**What to work on:** In the material below, find each line that contains the word "shaded" and copy it.

+++ Supplied entries +++

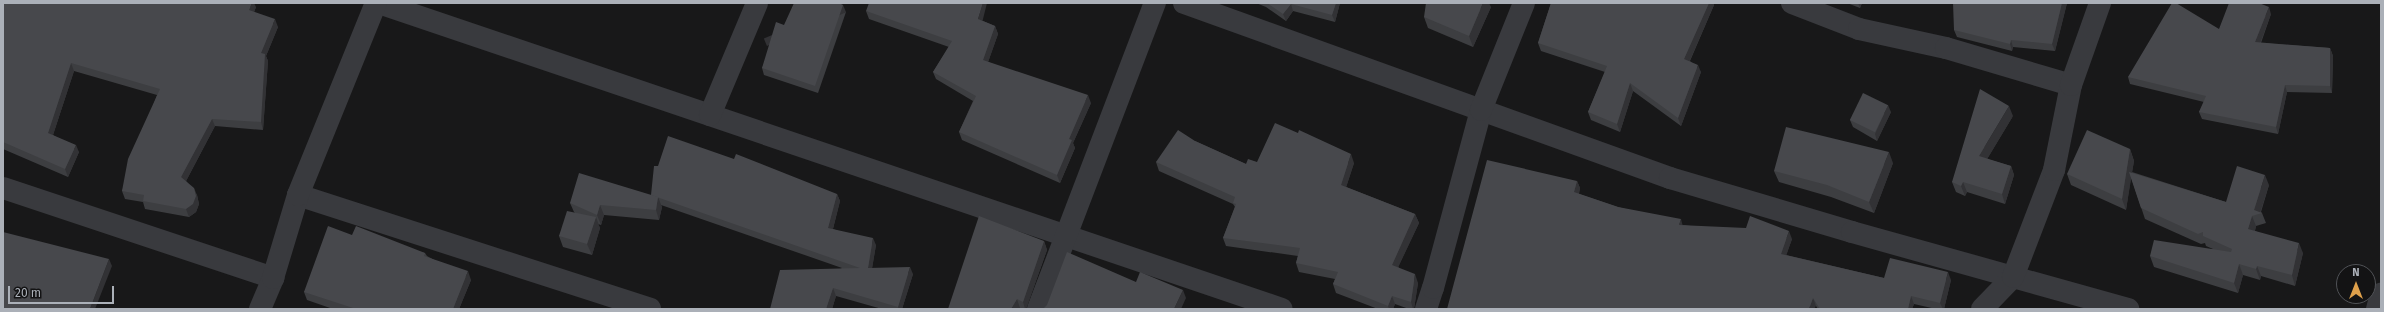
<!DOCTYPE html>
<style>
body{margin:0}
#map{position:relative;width:2384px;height:312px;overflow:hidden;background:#181819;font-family:"Fira Sans",sans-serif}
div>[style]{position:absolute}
.minor>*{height:22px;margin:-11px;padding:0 11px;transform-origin:11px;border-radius:11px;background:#393a3e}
.wall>*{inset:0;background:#3d3e41}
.shaded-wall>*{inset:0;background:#323235;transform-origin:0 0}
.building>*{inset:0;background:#47484c;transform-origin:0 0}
span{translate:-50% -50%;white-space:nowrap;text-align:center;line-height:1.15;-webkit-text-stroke:3px #131314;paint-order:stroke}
.frame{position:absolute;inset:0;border:4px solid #abb0b8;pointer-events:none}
.north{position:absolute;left:2336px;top:264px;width:40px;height:40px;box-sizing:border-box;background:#131314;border:1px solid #505256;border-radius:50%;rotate:0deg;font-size:11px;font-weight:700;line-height:16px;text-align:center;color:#abb0b8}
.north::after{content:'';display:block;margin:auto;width:14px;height:18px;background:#dea04b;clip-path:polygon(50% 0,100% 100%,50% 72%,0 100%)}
.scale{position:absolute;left:8px;top:286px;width:106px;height:18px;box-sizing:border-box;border:2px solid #abb0b8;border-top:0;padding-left:5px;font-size:12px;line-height:14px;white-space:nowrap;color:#abb0b8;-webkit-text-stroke:3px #131314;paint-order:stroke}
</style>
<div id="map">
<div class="minor">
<i style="left:379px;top:3px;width:953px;rotate:18.72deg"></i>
<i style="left:1184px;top:3px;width:517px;rotate:19.8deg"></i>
<i style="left:1670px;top:178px;width:190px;rotate:16.5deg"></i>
<i style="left:1852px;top:232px;width:287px;rotate:15.6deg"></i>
<i style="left:1792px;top:3px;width:72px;rotate:21.2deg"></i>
<i style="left:1859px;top:29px;width:89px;rotate:12.3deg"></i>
<i style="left:1946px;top:48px;width:130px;rotate:16.5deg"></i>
<i style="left:710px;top:115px;width:121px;rotate:-67.2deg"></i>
<i style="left:3px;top:188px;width:285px;rotate:18.4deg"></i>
<i style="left:298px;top:195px;width:370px;rotate:17.9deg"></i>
<i style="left:260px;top:309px;width:34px;rotate:-67deg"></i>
<i style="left:273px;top:278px;width:87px;rotate:-73.2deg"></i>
<i style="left:298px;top:195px;width:207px;rotate:-67.9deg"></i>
<i style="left:1038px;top:309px;width:328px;rotate:-69.1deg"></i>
<i style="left:1426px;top:309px;width:22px;rotate:-72deg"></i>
<i style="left:1433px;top:288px;width:184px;rotate:-74.9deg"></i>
<i style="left:1481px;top:110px;width:115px;rotate:-68.1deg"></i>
<i style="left:1982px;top:309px;width:45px;rotate:-45.9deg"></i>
<i style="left:2013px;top:277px;width:115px;rotate:-69deg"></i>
<i style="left:2054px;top:170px;width:87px;rotate:-78.7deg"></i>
<i style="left:2071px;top:85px;width:87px;rotate:-70.5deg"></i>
<i style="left:2377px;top:309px;width:16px;rotate:-75deg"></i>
</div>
<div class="wall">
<i style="clip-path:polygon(3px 3px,256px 7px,254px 12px,278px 27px,266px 56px,268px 61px,263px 130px,215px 126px,186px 181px,197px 195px,199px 204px,196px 212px,189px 217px,145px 209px,143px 202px,125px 199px,122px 191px,157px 95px,74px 71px,53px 135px,79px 152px,68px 177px,3px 149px)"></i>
<i style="clip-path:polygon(1256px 3px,1340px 3px,1335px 22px,1293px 11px,1286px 21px,1266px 7px)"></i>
<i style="clip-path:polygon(1551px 3px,1713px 3px,1714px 5px,1690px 61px,1701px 72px,1681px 126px,1633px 91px,1620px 132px,1591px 120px,1588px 112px,1605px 72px,1541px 51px,1538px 43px)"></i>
<i style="clip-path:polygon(1847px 3px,1862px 3px,1860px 8px)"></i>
<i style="clip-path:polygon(2067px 3px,2055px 51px,2013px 47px,2012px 51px,1957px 37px,1954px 30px)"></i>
<i style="clip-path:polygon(1491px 7px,1473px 47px,1428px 28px,1424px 17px)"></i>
<i style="clip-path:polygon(866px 11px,983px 21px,995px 26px,998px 34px,988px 62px,1091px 103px,1073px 143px,1075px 148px,1060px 183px,962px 140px,959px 132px,973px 101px,936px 79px,933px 72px,949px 47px,869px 19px)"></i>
<i style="clip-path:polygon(846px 12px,818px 93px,764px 75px,762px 68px,784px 25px)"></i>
<i style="clip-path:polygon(2271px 14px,2261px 43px,2330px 48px,2333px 56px,2332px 93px,2287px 92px,2278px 134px,2202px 119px,2199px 112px,2204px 102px,2130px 84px,2128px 77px,2219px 29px)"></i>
<i style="clip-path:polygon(1891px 112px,1877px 141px,1853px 127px,1850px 120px)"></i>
<i style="clip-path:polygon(2013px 116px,1987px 159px,2011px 166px,2014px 175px,2005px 204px,1967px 192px,1965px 196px,1956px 192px,1952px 182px)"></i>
<i style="clip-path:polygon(1195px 141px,1246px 164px,1257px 162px,1354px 163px,1346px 187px,1415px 214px,1419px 223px,1398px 267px,1418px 283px,1414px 309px,1409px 309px,1395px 304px,1393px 309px,1378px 309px,1336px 293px,1333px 284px,1335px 279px,1299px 272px,1296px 263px,1298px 256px,1226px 246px,1223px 238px,1235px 207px,1233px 204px,1159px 171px,1156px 162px)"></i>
<i style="clip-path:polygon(2130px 149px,2134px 161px,2132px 172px,2226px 202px,2269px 185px,2261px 212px,2262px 213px,2266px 223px,2256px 226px,2255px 231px,2303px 253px,2295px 286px,2261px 276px,2260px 280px,2243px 275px,2238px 293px,2154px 267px,2150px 256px,2213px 249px,2206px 246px,2205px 243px,2201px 244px,2145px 219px,2131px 177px,2126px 210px,2071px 185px,2067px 174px)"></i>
<i style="clip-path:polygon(1893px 163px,1874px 213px,1831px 197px,1779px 182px,1774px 171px)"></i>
<i style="clip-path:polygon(1577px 181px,1580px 188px,1579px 194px,1618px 207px,1683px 225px,1792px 239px,1786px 255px,1884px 278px,1951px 280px,1944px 309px,1936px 309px,1914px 304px,1912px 309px,1818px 309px,1816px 306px,1447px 309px)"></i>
<i style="clip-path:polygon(837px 194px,840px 201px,833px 229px,876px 245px,872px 268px,913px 274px,902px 309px,882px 309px,836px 296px,832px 309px,770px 309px,842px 268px,661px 205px,662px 207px,659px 220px,604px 215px,601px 225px,598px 224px,600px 228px,592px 255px,563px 247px,559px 236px,575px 213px,574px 212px,570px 203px,651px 195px)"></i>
<i style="clip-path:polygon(352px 235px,425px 253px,427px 256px,471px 280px,459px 309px,333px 309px,307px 300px,304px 292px)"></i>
<i style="clip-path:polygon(1044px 241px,1047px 250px,1026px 309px,1022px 309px,1020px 308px,948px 309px)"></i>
</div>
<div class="shaded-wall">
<i style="clip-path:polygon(252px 3px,254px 3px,256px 7px,252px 18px,249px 10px)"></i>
<i style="clip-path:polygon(983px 3px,987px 3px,981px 27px,978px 19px)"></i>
<i style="clip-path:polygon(1336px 3px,1340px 3px,1335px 22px,1332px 15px)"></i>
<i style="clip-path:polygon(1483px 3px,1489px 3px,1491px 7px,1473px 47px,1469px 36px)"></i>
<i style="clip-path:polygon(1709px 3px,1713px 3px,1714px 5px,1687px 67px,1684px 59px)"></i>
<i style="clip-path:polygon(1858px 3px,1862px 3px,1860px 8px)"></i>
<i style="clip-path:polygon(2062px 3px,2067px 3px,2055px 51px,2052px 44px)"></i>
<i style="clip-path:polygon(1291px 4px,1293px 11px,1286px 21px,1283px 14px)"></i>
<i style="left:843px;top:5px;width:8px;height:86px;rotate:67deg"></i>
<i style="clip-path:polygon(2269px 7px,2271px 14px,2258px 49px,2255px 42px)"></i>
<i style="clip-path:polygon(275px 19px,278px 27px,266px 56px,268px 61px,263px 130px,261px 122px,261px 53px)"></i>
<i style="clip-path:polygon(995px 26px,998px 34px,986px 68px,983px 60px)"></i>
<i style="clip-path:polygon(2011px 40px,2013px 47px,2012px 51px,2010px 44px)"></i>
<i style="clip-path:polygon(2330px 48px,2333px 56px,2332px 93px,2330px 86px)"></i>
<i style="clip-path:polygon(71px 63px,74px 71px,51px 141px,48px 133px)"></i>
<i style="clip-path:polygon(1698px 65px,1701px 72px,1681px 126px,1678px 118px)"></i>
<i style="clip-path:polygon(1630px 83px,1633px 91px,1620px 132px,1617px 124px)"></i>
<i style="clip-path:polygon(2285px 85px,2287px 92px,2278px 134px,2276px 127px)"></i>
<i style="clip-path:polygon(1088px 95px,1091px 103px,1073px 143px,1075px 148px,1060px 183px,1057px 175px,1069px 139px)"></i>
<i style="clip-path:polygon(1888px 105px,1891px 112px,1877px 141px,1875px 134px)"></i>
<i style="clip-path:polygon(2009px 106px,2013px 116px,1983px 166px,1979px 156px)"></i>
<i style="clip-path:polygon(212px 119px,215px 126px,184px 185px,181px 177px)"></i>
<i style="clip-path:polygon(76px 145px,79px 152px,68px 177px,65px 169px)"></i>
<i style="clip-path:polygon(2130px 149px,2134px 161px,2126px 210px,2122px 199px)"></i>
<i style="clip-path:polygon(1889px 152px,1893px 163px,1874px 213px,1869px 202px)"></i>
<i style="clip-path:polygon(1351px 154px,1354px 163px,1344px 194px,1341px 185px)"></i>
<i style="clip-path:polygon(2011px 166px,2014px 175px,2005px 204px,2002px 194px)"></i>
<i style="clip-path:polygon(2265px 175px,2269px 185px,2260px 213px,2254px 210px)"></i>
<i style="clip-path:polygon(1577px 181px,1580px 188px,1577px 200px,1574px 192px)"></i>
<i style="clip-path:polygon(1963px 182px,1967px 192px,1965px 196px,1961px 186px)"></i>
<i style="clip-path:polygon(194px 188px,197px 195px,199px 204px,196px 212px,189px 217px,186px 209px)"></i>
<i style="clip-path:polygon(837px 194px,840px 201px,831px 236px,828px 228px)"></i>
<i style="clip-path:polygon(658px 197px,662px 207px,659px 220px,656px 210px)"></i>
<i style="clip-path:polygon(600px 205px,604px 215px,601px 225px,597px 215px)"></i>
<i style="clip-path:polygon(1415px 214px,1419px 223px,1395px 274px,1392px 265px)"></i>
<i style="clip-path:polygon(2252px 216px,2256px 226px,2252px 240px,2248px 229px)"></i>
<i style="clip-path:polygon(596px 217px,600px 228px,592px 255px,587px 244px)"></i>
<i style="clip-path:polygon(1681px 219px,1683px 227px,1679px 225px)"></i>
<i style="clip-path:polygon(1789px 231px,1792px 239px,1784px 262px,1781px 254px)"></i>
<i style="clip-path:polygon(873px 238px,876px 245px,871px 275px,868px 268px)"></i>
<i style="clip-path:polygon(1044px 241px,1047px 250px,1026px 309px,1025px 309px,1023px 302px)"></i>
<i style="clip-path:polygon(2299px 243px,2303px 253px,2295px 286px,2292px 275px)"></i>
<i style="clip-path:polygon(109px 259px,112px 266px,95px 309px,90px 309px)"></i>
<i style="clip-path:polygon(2239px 264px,2243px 275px,2238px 293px,2234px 283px)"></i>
<i style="clip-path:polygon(2257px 266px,2261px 276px,2260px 280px,2256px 269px)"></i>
<i style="clip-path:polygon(910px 267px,913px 274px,902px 309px,899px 309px,898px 307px)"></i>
<i style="clip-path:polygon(468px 271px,471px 280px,459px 309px,453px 309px)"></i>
<i style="clip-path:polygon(1948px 272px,1951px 280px,1944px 309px,1943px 309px,1940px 303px)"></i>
<i style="clip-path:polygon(1415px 274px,1418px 283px,1414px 309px,1413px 309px,1411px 302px)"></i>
<i style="clip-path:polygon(833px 288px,836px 296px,832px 309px,826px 309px)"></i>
<i style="clip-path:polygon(1183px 290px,1186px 298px,1181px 309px,1174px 309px)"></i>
<i style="clip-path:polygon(1392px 296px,1395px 304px,1393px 309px,1389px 309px,1388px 306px)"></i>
<i style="clip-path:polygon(1911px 296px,1914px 304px,1912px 309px,1908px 309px)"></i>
<i style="clip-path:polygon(1813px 298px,1816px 306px,1814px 309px,1809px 309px)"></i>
<i style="clip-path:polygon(1017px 299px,1020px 308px,1019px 309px,1011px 309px)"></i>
</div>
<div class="building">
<i style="clip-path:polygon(3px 3px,252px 3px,249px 10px,275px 19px,261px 53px,265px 54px,261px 122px,212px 119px,181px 177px,194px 188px,196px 196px,193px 204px,186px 209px,143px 201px,144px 195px,122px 191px,128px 159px,160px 89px,71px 63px,48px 133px,76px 145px,65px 169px,3px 142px)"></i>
<i style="clip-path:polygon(794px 3px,839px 3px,843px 5px,815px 86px,762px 68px,776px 22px,784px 25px)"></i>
<i style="clip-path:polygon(869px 3px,983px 3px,978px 19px,995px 26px,983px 60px,1088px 95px,1069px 139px,1072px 140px,1057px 175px,959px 132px,976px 96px,933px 72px,952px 41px,866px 11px)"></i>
<i style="clip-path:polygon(1267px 3px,1336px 3px,1332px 15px,1291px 4px,1283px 14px)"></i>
<i style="clip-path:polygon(1426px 3px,1483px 3px,1469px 36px,1424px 17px)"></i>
<i style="clip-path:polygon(1551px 3px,1709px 3px,1684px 59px,1698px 65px,1678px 118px,1630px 83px,1617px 124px,1588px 112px,1607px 66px,1538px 43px)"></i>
<i style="clip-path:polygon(1953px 3px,2062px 3px,2052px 44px,2011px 40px,2010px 44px,1954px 30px)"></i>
<i style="clip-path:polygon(2172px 3px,2176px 3px,2219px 29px,2229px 3px,2259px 3px,2269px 7px,2255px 42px,2330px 48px,2330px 86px,2285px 85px,2276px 127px,2199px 112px,2206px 96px,2128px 77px)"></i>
<i style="clip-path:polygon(1980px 89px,2009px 106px,1979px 156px,2011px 166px,2002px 194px,1963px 182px,1961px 186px,1952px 182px)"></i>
<i style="left:1863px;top:93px;width:28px;height:30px;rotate:26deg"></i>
<i style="clip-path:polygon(1275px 123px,1298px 133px,1299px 130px,1351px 154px,1341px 185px,1415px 214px,1392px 265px,1415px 274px,1411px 302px,1392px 296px,1388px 306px,1333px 284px,1338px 272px,1296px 263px,1300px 248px,1223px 238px,1236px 204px,1233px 203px,1235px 197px,1156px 162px,1178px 130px,1195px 141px,1246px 164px,1248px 159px,1257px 162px)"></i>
<i style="clip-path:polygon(1786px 127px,1889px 152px,1869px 202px,1827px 185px,1774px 171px)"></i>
<i style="clip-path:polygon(2087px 130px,2130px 149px,2122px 199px,2067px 174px)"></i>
<i style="clip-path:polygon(668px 136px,734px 159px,736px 154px,837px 194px,828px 228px,873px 238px,868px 268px,910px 267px,898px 307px,833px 288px,826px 309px,801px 309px,798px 308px,798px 309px,770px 309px,780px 270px,860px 268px,651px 195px,654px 166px,658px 166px)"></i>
<i style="clip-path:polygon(1487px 160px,1577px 181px,1574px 192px,1618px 207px,1681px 219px,1679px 225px,1746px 228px,1750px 216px,1789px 231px,1781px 254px,1884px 278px,1890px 258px,1948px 272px,1940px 303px,1911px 296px,1908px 309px,1820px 309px,1813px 298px,1809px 309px,1447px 309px)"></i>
<i style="clip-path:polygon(2237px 166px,2265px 175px,2254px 210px,2262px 213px,2252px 216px,2248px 229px,2299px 243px,2292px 275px,2257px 266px,2256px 269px,2239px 264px,2234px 283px,2150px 256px,2154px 240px,2231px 252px,2232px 249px,2203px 236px,2203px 232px,2198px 234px,2141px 208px,2129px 172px,2226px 202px)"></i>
<i style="clip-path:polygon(579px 173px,658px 197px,656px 210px,600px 205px,597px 215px,570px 203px)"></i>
<i style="clip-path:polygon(567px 211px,596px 217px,587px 244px,559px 236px)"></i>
<i style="clip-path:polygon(979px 216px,1044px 241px,1023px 302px,1017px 299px,1011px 309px,948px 309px)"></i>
<i style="clip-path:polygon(328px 226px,352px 235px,356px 226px,425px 253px,424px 256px,468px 271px,453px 309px,353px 309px,353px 308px,304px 292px)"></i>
<i style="clip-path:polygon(3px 232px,109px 259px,90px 309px,3px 309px)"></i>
<i style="clip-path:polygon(1067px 252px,1136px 282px,1140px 272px,1183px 290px,1174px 309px,1043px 309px,1047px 305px)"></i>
</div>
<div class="frame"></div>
<div class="north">N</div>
<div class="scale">20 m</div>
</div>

+++

**Answer below:**
.shaded-wall>*{inset:0;background:#323235;transform-origin:0 0}
<div class="shaded-wall">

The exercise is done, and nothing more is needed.